UN HOMBRE SIN HISTORIA
Austerlitz es un hombre sin historia, un completo desarraigado. Hijo de un matrimonio judío de Praga, es enviado a Inglaterra cuando tenía sólo cinco años, aprovechando un convoy, mientras Hitler entra en Checoslovaquia. Al cambiar de nombre,
no sabe nada de su procedencia hasta cumplir los quince años. Sus padres desaparecieron en los campos de concentración sin dejar rastro. Hay un agujero por detrás, pero también una incógnita por delante. Su viaje de regreso no le lleva a encontrar apenas nada tangible. Es alguien que busca saber de dónde procede y quién es, pero su vivencia le encierra continuamente en sí mismo.
Austerlitz se vuelve así el ojo de una conciencia que mira sin cesar alrededor . Sebald no muestra por eso ninguna complacencia ante el comportamiento de sus compatriotas. El fervor popular que acompañó a Hitler durante sus años en el poder, le produce una sensación de extrañeza, incompatible con esa paz interior de los que se identifican con un paisaje y una tradición. Austerlitz y el narrador transitan así por Europa como dos extraños. Ajenos a todo, sólo se encuentran cómodos en las estaciones, donde la gente está de paso.
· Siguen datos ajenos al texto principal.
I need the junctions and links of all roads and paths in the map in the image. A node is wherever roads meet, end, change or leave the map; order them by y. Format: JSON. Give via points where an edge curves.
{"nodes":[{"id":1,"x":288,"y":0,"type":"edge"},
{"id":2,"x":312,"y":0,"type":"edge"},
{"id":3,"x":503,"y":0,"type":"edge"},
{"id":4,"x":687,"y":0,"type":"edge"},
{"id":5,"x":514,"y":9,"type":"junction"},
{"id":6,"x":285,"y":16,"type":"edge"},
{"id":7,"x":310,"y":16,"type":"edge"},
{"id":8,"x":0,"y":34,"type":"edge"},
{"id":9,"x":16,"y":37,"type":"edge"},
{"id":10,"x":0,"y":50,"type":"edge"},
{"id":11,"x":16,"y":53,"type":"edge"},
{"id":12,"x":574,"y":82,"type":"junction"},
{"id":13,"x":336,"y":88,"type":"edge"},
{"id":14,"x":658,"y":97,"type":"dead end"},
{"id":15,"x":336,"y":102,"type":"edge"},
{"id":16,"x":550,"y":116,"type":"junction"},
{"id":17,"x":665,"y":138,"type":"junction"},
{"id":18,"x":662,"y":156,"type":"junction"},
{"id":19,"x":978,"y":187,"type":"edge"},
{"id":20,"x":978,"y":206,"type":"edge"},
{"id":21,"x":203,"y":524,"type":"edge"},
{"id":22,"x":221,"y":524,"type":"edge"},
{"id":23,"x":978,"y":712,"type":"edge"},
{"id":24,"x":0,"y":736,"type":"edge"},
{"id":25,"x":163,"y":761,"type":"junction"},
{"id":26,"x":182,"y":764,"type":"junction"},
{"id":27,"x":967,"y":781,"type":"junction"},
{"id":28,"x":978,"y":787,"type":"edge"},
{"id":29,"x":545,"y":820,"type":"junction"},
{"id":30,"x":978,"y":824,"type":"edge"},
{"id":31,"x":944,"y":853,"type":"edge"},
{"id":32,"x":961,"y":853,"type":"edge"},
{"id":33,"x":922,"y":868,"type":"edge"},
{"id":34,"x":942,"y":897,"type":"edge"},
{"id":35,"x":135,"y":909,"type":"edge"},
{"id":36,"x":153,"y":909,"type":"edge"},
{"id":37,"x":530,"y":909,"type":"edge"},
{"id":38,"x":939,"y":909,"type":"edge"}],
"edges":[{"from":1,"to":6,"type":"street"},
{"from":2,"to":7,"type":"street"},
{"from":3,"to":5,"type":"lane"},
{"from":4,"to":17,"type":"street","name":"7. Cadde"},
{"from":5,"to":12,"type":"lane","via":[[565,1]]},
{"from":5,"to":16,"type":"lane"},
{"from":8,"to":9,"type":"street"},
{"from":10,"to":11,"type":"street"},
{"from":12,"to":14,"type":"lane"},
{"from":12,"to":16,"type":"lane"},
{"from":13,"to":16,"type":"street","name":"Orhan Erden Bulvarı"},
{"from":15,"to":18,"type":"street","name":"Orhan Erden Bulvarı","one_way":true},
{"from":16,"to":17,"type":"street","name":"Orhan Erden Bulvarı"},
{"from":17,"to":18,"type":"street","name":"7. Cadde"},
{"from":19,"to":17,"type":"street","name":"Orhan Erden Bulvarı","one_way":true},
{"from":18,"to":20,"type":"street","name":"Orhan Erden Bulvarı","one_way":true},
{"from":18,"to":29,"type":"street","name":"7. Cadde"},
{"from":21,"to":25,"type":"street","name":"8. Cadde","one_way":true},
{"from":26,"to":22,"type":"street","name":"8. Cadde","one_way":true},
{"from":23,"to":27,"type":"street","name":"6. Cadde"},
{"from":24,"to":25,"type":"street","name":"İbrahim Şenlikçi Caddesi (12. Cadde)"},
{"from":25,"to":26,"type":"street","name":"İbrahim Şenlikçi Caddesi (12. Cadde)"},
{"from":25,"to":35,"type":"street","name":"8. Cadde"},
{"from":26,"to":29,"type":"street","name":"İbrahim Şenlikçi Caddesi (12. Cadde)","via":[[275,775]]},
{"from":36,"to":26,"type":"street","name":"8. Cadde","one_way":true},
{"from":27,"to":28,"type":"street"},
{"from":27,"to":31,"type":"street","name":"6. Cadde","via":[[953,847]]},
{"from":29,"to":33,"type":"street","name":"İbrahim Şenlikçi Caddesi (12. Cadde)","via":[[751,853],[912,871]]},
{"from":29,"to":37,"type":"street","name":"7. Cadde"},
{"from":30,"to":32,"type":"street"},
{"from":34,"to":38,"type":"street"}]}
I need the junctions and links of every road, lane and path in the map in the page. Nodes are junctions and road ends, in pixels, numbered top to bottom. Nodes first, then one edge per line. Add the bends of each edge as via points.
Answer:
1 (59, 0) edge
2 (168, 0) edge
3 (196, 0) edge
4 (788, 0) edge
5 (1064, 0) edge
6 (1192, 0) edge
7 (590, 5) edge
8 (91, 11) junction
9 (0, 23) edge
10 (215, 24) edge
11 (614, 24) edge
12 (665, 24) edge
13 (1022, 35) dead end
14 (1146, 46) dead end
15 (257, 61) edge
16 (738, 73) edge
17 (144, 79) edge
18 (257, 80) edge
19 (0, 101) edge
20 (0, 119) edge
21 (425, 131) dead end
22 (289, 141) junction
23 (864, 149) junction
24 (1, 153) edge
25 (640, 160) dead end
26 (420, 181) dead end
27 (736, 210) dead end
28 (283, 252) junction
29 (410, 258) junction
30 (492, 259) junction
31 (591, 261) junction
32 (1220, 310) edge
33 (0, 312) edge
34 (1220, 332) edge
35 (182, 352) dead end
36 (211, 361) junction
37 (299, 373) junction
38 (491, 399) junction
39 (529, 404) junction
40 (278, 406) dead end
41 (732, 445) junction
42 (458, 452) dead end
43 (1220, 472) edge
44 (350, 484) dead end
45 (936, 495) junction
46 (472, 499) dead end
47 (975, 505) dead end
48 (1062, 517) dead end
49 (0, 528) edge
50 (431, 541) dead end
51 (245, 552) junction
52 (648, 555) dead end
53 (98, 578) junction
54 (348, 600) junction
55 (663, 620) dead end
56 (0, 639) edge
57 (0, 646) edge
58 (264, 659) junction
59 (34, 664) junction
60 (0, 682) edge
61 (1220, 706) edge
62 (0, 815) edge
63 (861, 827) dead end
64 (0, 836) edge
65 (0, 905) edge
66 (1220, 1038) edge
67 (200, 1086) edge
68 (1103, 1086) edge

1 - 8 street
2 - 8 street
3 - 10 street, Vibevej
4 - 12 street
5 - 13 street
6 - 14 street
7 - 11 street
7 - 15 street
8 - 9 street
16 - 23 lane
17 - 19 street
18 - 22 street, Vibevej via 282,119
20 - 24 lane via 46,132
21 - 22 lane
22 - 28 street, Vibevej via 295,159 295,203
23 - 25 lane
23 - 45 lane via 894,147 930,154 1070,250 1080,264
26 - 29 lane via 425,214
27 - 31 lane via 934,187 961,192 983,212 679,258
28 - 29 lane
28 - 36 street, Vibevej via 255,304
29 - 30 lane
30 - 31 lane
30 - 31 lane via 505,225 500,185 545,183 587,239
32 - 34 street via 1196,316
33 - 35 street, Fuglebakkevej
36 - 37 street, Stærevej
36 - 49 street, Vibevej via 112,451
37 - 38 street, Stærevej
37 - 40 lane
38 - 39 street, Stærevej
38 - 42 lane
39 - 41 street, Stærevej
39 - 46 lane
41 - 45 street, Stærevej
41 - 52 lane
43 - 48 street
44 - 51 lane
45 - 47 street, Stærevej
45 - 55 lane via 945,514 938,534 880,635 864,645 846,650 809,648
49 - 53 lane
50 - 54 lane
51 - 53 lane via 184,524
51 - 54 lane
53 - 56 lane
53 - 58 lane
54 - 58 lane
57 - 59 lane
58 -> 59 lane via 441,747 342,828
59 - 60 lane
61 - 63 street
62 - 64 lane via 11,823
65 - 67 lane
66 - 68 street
Es como si Sebald dijera que estar de paso es la única opción moral en un continente cuyo pasado está contaminado. Por eso no puede haber otra patria que la mochila que acompaña a Austerlitz en su existencia itinerante. La paz que obtiene en su casa de campo de Oxford, donde se aproxima a los misterios de la botánica y la entomología, no será más que un paréntesis. Su afición a los insectos le hace comparar su vida con una polilla, que muere de miedo y dolor cuando se extravía.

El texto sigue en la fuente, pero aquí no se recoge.